§ **Problem statement**: Report back every line of the entries that contains "from", exactly as written.

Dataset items
● ● ● ●

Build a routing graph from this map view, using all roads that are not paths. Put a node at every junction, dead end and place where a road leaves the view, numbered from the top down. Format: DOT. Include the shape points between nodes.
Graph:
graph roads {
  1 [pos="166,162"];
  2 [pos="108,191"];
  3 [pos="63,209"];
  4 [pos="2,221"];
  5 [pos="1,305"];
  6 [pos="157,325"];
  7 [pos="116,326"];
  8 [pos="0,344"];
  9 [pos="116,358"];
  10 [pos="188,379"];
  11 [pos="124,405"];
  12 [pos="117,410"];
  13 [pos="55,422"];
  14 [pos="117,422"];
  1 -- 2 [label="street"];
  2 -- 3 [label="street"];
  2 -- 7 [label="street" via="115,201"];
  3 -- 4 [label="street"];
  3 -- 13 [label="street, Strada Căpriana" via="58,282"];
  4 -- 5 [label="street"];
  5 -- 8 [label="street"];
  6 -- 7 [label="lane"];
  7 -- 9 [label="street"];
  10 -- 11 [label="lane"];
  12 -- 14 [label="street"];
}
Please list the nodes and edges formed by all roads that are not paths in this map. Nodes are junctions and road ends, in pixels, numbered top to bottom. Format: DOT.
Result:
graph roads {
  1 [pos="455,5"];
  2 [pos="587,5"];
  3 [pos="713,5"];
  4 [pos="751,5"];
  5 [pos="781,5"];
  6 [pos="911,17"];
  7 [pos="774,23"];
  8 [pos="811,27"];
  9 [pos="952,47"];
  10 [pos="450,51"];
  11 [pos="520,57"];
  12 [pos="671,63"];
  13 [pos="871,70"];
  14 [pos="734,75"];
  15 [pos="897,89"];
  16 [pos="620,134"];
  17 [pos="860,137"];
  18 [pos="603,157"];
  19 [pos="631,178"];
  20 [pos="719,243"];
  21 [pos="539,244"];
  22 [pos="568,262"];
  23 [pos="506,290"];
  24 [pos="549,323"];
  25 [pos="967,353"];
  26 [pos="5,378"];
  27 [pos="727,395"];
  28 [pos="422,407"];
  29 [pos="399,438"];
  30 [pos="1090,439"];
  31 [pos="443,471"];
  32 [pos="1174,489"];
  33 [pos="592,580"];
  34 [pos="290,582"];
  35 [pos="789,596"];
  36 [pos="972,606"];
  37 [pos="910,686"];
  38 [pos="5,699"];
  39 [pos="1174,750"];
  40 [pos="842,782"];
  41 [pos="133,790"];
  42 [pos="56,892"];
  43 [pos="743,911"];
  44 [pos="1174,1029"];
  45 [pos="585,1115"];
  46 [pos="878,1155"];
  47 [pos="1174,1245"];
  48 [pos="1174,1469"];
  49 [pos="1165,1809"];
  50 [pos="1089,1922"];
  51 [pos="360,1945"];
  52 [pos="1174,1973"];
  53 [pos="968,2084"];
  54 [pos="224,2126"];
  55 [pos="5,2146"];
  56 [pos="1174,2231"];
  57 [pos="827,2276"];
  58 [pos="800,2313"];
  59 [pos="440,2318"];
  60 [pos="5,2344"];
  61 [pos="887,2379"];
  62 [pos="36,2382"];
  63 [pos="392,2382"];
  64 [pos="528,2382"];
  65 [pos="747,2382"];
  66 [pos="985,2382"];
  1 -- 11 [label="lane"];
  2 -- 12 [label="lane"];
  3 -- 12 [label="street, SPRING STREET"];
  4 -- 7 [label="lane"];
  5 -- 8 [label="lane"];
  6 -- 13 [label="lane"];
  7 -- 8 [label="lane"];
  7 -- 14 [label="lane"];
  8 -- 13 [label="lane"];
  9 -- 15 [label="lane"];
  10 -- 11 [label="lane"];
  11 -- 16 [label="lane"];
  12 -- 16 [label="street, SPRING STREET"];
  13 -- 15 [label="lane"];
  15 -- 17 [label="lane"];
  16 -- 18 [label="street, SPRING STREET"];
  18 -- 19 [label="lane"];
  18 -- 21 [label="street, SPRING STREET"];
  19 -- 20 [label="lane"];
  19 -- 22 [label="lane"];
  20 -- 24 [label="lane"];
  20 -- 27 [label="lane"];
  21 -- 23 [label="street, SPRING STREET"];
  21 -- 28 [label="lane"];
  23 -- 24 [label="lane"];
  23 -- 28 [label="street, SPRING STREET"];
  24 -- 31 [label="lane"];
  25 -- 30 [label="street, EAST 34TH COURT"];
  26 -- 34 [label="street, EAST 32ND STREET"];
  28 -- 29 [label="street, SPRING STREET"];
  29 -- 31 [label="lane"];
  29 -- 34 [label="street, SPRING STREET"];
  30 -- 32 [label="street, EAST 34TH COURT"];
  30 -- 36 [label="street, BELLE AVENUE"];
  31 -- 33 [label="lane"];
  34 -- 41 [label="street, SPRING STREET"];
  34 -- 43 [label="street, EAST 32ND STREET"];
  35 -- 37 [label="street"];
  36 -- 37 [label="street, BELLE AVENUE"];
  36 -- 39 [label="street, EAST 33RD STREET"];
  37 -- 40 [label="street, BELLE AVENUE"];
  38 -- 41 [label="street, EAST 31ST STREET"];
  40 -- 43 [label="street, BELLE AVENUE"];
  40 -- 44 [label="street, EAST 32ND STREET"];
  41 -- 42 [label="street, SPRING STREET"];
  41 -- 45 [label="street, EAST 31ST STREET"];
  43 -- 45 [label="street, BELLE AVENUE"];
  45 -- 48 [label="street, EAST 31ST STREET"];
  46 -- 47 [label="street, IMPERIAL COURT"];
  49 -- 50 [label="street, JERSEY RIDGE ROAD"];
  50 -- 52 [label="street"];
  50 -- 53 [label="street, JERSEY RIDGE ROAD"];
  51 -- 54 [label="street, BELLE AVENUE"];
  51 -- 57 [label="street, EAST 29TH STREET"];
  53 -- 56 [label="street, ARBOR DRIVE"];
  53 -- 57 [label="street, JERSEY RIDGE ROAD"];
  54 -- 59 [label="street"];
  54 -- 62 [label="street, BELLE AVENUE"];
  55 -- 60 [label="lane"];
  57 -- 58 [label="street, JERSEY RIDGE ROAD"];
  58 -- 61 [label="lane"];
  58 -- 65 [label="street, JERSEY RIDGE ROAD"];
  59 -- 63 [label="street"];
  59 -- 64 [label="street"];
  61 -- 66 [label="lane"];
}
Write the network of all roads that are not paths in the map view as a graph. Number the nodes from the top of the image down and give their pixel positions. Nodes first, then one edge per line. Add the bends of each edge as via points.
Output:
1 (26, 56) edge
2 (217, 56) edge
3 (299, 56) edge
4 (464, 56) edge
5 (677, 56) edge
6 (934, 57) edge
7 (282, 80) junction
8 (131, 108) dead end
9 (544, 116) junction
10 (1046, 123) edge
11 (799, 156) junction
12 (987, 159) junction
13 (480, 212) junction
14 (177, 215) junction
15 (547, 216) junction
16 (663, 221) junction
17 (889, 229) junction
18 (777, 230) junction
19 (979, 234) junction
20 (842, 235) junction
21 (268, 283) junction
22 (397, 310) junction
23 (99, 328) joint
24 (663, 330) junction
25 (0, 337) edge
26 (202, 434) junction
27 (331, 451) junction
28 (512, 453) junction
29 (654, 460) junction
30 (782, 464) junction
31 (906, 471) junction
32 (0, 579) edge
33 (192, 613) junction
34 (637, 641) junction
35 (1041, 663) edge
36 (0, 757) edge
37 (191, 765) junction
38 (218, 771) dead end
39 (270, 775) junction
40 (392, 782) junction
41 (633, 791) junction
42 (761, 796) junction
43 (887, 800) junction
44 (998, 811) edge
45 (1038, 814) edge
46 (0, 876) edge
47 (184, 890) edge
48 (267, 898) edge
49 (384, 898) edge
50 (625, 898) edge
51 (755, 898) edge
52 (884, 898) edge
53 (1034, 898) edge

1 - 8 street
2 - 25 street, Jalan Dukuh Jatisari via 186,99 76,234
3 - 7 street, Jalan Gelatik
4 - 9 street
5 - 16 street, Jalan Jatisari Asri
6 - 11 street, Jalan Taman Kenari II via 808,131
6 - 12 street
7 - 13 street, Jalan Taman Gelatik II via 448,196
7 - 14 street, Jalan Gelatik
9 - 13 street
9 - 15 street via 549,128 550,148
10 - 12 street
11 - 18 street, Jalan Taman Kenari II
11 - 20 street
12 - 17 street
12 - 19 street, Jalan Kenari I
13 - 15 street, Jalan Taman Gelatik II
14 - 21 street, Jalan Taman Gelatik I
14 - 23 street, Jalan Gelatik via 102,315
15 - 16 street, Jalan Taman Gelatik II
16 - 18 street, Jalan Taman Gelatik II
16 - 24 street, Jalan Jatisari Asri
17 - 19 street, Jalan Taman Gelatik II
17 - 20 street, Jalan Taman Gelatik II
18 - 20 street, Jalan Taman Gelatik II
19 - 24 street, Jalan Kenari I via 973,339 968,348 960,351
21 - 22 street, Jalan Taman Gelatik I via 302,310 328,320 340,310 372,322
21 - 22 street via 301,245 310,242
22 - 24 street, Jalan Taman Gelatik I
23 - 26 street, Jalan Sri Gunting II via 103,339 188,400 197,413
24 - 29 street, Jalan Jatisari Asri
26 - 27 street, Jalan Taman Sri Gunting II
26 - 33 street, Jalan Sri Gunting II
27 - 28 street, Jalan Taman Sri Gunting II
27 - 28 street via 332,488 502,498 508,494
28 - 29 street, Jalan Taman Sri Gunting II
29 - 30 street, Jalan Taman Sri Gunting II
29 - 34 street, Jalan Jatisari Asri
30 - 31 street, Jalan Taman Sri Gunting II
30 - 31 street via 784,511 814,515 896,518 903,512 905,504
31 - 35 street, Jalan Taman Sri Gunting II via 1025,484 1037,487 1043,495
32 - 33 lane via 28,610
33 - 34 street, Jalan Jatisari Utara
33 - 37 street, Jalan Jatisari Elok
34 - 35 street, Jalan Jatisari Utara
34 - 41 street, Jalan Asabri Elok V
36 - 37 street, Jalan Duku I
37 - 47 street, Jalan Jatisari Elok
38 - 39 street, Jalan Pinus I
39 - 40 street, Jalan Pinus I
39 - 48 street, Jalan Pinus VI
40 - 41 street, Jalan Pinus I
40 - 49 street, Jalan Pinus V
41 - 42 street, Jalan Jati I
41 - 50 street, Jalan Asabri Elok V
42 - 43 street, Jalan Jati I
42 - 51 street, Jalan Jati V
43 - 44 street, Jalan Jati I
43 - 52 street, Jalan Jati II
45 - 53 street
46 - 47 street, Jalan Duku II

● ● ● ●

§ **Result of the task**:
Build a routing graph from this map view, using all roads that are not paths. Put a node at every junction, dead end and place where a road leaves the view, numbered from the top down. Format: DOT. Include the shape points between nodes.
Write the network of all roads that are not paths in the map view as a graph. Number the nodes from the top of the image down and give their pixel positions. Nodes first, then one edge per line. Add the bends of each edge as via points.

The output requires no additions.